Allow Sidekiq workers to be disabled by default by configuration
What does this MR do and why?
Until now, we enabled all workers every minute when a node was connected as a primary or non-geo node; with this MR we now only enable the needed geo workers. This results in the following two effects:
- we can disable the offline cloud license provision worker for SaaS per configuration
- manually disabled workers stay disabled
We also fix issues like Disabling sidekiq scheduled cron job worker get... (#454972)). To achieve these goals, we changed the behavior of the cron manager in the following way:
Jobs that get disabled
Mode \ State | Without activated feature flag | With activated feature flag |
---|---|---|
Primary | secondary geo jobs | secondary geo jobs |
Secondary | all jobs except geo jobs and secondary jobs | all jobs except geo jobs and secondary jobs |
Non-geo | all geo jobs | all geo jobs |
Jobs that get enabled
Mode \ State |
Without activated feature flag | With activated feature flag |
---|---|---|
Primary | all jobs expect secondary jobs |
all general geo jobs and primary jobs (this is a change; we don't enable non-geo workers any longer) |
Secondary | all general geo jobs and secondary jobs | all general geo jobs and secondary jobs |
Non-geo | all jobs except geo jobs |
all jobs mentioned in the cron manager (this is a change; we don't enable non-geo workers any longer) |
We activate all workers during rake set_secondary_as_primary
and then also reinitialize cron workers with the default configuration, so that they we can use any defined status
attribute in the configuration.
Rollout of the introduced feature flag: https://gitlab.com/gitlab-org/gitlab/-/issues/502865
Cleanup of the introduced feature flag: https://gitlab.com/gitlab-org/gitlab/-/issues/502867
MR acceptance checklist
Please evaluate this MR against the MR acceptance checklist. It helps you analyze changes to reduce risks in quality, performance, reliability, security, and maintainability.

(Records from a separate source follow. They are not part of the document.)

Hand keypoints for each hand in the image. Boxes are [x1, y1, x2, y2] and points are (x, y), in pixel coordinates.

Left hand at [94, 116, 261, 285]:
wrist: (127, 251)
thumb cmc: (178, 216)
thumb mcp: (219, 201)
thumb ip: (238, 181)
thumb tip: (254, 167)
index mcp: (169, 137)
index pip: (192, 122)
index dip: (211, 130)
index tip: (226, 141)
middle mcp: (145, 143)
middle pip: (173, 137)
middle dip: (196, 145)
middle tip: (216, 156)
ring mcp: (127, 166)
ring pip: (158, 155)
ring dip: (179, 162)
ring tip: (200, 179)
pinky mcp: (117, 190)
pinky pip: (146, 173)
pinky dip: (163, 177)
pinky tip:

Screenshots or screen recordings
How to set up and validate locally
Promotion from secondary to primary geo node
Feature flag: stop_bulk_sidekiq_job_activation
Fast testing
- Disable a Sidekiq worker under http://localhost:3000/admin/background_jobs
- Execute
Gitlab::SidekiqConfig::CronJobInitializer.execute
with feature flag disabled and check that the disabled Sidekiq worker got enabled - Execute
Gitlab::SidekiqConfig::CronJobInitializer.execute
with feature flag enabled and check that the disabled Sidekiq worker stayed disabled
Extended testing
The following validation instructions cover everything to test added logic to the promotion Rake task. You can also follow the process here to promote a secondary node to a primary node.
- Create an offline license at Zuora and download the license file.

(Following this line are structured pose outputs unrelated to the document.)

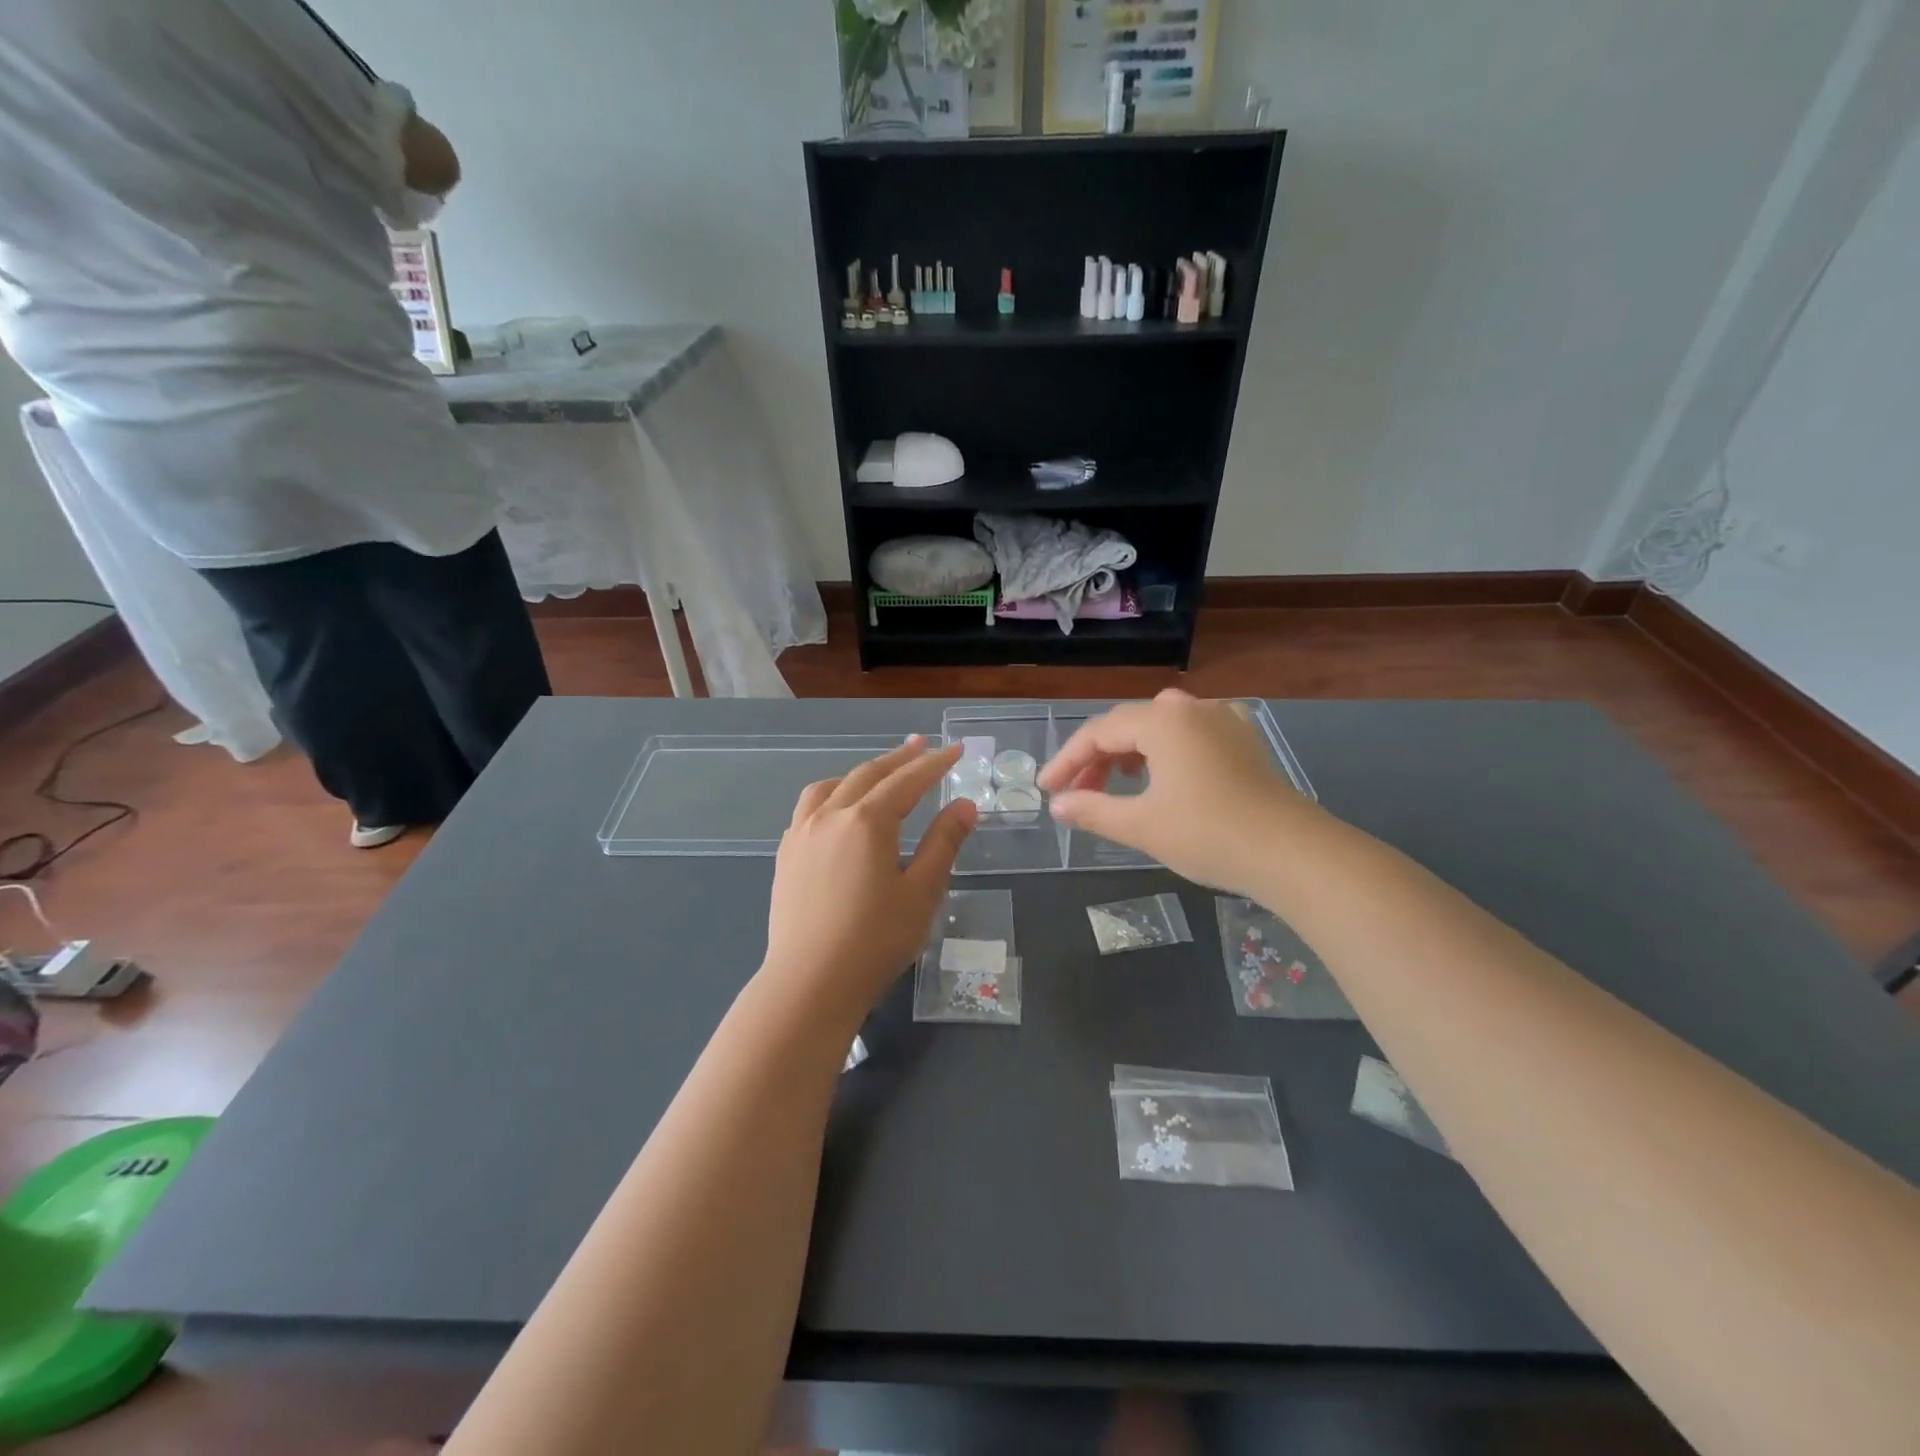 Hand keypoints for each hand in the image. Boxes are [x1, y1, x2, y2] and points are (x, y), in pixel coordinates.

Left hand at [762, 737, 976, 1023]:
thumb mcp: (921, 893)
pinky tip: (838, 810)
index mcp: (867, 821)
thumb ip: (943, 844)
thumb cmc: (874, 941)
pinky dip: (832, 794)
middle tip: (922, 744)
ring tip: (879, 774)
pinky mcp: (786, 854)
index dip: (934, 764)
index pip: (907, 781)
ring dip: (861, 773)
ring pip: (833, 786)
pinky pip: (810, 807)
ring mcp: (802, 833)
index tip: (955, 750)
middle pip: (869, 774)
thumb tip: (965, 806)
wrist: (809, 982)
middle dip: (899, 758)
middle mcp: (830, 816)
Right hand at [1039, 689, 1313, 896]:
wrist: (1293, 854)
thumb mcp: (1141, 825)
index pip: (1099, 732)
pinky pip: (1192, 732)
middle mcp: (1192, 708)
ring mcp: (1224, 720)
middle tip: (1078, 793)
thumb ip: (1092, 810)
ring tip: (1116, 783)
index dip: (1068, 761)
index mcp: (1163, 720)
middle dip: (1097, 758)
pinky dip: (1167, 749)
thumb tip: (1058, 806)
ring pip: (1161, 726)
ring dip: (1131, 752)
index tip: (1048, 790)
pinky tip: (1166, 772)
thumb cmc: (1208, 834)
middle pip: (1129, 725)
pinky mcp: (1244, 740)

- Create an environment variable for the license with
export GITLAB_LICENSE_KEY=$(cat /path/to/your/premium.gitlab-license)
- Setup two geo nodes with the following command
curl "https://gitlab.com/gitlab-org/gitlab-development-kit/-/raw/main/support/geo-install" | bash
- Go to the secondary geo node on http://localhost:3001/admin/background_jobs to check that all the non-geo workers are deactivated.

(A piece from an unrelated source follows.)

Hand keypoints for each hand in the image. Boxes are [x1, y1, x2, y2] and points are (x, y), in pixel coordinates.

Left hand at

- Promote the secondary instance
- Change to the secondary node with
cd gdk2
- Promote the database:
pg_ctl promote -D /<path>/gdk2/postgresql/data
- Promote the instance:
rake set_secondary_as_primary
executed in the GitLab directory - Checkout the branch of this MR
- Promote the database:
- Change to the secondary node with
- Go to http://localhost:3001/admin/background_jobs to check that all the non-geo workers got activated.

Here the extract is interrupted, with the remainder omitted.